History of Ukraine

Reichs Kommissariat Ukraine
German soldiers crossing the Soviet border in Lviv Oblast of Ukraine during Operation Barbarossa on 22 June 1941. ©Image Attribution forthcoming. Image belongs to the respective owner(s).
1941 Jan 1 - 1944

Reichs Kommissariat Ukraine

Równo, Volyn Oblast, Ukraine

During World War II, Reichskommissariat Ukraine (abbreviated as RKU) was the civilian occupation regime of much of Nazi German-occupied Ukraine (which included adjacent areas of modern-day Belarus and pre-war Second Polish Republic). It was governed by the Reich Ministry for the Occupied Eastern Territories headed by Alfred Rosenberg. Between September 1941 and August 1944, the Reichskommissariat was administered by Erich Koch as the Reichskommissar. The administration's tasks included the pacification of the region and the exploitation, for German benefit, of its resources and people. Adolf Hitler issued a Führer Decree defining the administration of the newly occupied Eastern territories on 17 July 1941.

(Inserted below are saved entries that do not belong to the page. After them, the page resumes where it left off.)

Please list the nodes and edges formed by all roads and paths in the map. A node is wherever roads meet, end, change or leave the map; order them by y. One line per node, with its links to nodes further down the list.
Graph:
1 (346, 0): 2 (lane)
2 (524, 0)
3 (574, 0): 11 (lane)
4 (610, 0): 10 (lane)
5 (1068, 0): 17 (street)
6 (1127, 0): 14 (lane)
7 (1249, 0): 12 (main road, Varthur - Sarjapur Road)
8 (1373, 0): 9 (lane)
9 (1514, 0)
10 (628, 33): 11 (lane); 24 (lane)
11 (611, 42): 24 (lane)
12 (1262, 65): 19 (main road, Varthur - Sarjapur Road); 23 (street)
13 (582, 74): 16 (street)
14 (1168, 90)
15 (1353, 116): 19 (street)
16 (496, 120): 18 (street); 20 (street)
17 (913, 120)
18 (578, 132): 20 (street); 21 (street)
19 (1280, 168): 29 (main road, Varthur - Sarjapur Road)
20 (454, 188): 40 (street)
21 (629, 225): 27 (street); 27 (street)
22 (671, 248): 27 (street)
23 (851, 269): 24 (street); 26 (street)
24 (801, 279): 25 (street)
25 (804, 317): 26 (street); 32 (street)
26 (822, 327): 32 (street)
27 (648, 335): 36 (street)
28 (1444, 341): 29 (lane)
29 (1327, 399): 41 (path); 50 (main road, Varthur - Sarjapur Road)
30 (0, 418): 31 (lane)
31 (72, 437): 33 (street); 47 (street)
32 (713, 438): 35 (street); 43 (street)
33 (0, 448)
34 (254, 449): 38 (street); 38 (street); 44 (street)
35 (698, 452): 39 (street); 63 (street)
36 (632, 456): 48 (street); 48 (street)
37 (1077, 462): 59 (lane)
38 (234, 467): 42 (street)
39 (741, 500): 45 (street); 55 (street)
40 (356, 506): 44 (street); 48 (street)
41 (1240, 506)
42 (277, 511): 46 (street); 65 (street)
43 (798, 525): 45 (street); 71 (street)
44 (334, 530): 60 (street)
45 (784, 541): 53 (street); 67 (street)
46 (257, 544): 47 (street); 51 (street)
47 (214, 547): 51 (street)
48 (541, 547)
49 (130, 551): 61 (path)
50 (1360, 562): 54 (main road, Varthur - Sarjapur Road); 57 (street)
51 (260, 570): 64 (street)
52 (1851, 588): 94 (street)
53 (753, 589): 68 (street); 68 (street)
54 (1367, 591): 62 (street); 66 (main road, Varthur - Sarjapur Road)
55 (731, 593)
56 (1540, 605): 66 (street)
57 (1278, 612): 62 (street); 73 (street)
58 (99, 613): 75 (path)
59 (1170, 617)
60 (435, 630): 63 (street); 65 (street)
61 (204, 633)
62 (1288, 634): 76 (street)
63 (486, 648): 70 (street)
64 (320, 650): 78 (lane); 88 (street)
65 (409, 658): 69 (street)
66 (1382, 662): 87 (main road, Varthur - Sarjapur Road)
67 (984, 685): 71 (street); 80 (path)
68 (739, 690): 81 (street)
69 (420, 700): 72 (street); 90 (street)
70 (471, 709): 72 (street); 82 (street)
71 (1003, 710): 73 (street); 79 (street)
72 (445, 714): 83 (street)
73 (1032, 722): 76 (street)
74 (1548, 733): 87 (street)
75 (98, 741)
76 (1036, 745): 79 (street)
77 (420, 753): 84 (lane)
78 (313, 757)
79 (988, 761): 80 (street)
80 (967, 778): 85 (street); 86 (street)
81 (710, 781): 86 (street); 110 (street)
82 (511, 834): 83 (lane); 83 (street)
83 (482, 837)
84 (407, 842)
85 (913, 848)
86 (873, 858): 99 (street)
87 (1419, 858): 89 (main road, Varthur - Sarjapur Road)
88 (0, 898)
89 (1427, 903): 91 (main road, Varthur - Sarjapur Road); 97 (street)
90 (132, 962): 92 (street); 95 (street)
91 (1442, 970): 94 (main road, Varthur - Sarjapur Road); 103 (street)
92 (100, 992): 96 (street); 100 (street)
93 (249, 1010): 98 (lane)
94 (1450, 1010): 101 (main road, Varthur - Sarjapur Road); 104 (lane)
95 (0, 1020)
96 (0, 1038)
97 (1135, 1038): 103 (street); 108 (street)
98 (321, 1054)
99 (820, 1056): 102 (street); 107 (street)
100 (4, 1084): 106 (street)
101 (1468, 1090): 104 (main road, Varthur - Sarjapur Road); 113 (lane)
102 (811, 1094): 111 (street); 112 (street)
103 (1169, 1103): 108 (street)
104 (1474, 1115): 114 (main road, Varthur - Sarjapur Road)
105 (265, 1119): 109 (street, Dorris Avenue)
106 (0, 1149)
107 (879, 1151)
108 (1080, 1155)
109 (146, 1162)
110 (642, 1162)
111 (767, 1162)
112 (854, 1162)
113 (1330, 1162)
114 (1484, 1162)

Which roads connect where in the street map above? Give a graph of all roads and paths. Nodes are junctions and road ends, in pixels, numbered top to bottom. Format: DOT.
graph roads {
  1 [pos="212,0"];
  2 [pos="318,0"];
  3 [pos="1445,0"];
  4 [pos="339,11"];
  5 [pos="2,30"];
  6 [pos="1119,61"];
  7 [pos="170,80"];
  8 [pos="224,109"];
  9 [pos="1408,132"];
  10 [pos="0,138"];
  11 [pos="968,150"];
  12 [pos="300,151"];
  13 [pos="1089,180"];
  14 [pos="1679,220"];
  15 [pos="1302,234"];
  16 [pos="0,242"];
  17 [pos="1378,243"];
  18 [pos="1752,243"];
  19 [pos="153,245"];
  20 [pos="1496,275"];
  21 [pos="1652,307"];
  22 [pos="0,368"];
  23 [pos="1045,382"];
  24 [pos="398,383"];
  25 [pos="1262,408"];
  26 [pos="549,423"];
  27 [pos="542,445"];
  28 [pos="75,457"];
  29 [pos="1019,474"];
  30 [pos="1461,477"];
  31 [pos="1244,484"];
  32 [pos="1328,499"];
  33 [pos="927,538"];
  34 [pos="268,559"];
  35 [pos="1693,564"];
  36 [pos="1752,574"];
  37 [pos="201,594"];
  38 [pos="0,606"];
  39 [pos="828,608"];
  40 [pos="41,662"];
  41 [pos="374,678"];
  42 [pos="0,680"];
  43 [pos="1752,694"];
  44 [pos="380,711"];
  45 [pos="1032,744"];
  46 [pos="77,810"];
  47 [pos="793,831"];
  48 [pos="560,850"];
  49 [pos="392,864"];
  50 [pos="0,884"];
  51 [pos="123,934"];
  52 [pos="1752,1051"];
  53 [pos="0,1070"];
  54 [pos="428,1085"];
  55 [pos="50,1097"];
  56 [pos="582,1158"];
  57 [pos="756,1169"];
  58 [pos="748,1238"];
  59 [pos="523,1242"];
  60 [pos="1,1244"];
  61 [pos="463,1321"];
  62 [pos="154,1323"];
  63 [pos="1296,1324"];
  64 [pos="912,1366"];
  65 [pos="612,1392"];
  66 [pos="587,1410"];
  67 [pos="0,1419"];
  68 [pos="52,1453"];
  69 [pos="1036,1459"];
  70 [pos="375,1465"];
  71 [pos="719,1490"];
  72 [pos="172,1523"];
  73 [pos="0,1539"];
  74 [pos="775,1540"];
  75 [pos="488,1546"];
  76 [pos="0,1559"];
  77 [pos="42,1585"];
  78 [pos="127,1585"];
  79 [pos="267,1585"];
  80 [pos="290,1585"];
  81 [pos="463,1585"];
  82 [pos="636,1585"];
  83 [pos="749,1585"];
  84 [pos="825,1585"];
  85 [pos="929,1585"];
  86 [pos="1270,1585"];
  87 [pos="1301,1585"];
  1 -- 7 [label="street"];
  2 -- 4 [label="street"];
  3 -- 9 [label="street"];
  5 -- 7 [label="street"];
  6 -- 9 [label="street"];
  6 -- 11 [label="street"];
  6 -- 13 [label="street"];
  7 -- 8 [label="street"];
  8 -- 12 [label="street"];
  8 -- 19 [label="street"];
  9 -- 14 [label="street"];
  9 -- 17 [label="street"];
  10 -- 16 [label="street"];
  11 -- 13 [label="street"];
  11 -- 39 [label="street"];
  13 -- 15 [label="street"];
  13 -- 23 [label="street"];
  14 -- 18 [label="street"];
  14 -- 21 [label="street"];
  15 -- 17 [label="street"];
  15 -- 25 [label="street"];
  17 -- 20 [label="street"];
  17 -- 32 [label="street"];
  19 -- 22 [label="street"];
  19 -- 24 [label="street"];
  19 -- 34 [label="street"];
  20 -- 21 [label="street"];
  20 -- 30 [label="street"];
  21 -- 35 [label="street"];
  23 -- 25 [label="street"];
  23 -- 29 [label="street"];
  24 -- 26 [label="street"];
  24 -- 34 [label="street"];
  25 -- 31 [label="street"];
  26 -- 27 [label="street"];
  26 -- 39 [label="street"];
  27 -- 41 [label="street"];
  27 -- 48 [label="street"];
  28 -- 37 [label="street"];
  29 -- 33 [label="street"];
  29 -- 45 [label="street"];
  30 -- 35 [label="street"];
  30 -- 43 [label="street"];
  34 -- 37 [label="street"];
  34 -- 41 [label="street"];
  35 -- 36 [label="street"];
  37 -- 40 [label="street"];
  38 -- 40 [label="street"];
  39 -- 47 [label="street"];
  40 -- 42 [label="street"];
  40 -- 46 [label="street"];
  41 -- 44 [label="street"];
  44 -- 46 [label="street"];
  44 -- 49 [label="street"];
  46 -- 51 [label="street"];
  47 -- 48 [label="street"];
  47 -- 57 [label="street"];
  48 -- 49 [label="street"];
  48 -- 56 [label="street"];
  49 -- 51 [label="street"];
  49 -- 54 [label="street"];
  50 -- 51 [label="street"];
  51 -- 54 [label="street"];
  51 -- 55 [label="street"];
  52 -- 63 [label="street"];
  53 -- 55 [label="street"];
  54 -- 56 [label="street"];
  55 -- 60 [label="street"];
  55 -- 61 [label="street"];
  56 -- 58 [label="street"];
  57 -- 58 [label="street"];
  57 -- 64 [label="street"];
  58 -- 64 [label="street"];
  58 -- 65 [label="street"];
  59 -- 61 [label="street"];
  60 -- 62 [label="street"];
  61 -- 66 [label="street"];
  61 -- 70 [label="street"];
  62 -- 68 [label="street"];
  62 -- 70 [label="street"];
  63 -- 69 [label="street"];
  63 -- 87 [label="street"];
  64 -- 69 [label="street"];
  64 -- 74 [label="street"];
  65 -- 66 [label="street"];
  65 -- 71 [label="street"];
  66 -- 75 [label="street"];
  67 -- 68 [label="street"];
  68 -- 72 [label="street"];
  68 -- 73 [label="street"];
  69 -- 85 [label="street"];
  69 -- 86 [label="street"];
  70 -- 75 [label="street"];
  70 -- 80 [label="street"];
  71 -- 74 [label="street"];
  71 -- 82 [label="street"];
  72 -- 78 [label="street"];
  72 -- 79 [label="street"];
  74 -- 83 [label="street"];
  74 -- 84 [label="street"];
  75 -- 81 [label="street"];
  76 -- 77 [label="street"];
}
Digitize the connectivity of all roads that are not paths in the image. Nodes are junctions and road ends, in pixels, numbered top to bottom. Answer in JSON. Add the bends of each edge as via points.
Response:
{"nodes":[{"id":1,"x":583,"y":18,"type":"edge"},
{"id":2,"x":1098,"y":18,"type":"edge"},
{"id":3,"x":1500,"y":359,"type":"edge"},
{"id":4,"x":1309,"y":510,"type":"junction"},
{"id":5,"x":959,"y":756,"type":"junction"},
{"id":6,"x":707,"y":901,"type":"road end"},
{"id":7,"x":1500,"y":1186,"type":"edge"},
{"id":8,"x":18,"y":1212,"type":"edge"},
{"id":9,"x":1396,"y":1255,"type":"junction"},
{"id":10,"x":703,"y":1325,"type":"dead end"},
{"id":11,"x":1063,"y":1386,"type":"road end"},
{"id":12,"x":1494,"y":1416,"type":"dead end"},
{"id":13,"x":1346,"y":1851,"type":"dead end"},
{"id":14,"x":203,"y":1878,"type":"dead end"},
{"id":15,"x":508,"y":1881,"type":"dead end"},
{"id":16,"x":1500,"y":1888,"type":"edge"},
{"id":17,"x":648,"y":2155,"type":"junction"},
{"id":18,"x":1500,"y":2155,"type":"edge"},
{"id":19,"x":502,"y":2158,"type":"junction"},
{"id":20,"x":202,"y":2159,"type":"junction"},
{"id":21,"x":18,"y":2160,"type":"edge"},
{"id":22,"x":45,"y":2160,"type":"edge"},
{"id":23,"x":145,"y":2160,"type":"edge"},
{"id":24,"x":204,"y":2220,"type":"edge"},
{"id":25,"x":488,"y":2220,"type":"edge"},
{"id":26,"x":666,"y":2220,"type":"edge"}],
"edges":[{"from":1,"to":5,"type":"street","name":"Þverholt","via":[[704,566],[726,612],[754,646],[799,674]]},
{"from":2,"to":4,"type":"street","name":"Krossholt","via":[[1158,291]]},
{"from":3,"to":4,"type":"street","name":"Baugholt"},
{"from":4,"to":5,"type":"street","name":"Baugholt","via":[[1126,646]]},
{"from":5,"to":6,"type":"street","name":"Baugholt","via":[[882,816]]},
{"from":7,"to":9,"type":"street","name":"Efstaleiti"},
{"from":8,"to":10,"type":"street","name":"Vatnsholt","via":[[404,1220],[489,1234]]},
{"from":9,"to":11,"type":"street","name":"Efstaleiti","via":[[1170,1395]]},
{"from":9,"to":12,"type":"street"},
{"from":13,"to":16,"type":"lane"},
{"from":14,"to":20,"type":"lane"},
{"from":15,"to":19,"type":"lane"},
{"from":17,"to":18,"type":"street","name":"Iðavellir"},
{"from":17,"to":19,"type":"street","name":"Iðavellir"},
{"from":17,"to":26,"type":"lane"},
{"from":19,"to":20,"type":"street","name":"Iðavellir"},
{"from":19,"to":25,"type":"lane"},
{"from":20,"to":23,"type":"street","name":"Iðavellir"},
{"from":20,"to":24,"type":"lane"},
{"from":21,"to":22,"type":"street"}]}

Before the German invasion, Ukraine was a constituent republic of the Soviet Union, inhabited by Ukrainians with Russian, Romanian, Polish, Jewish, Belarusian, German, Romani and Crimean Tatar minorities. It was a key subject of Nazi planning for the post-war expansion of the German state. The Nazi extermination policy in Ukraine, with the help of local Ukrainian collaborators, ended the lives of millions of civilians in The Holocaust and other Nazi mass killings: it is estimated 900,000 to 1.6 million Jews and 3 to 4 million non-Jewish Ukrainians were killed during the occupation; other sources estimate that 5.2 million Ukrainian civilians (of all ethnic groups) perished due to crimes against humanity, war-related disease, and famine amounting to more than 12% of Ukraine's population at the time.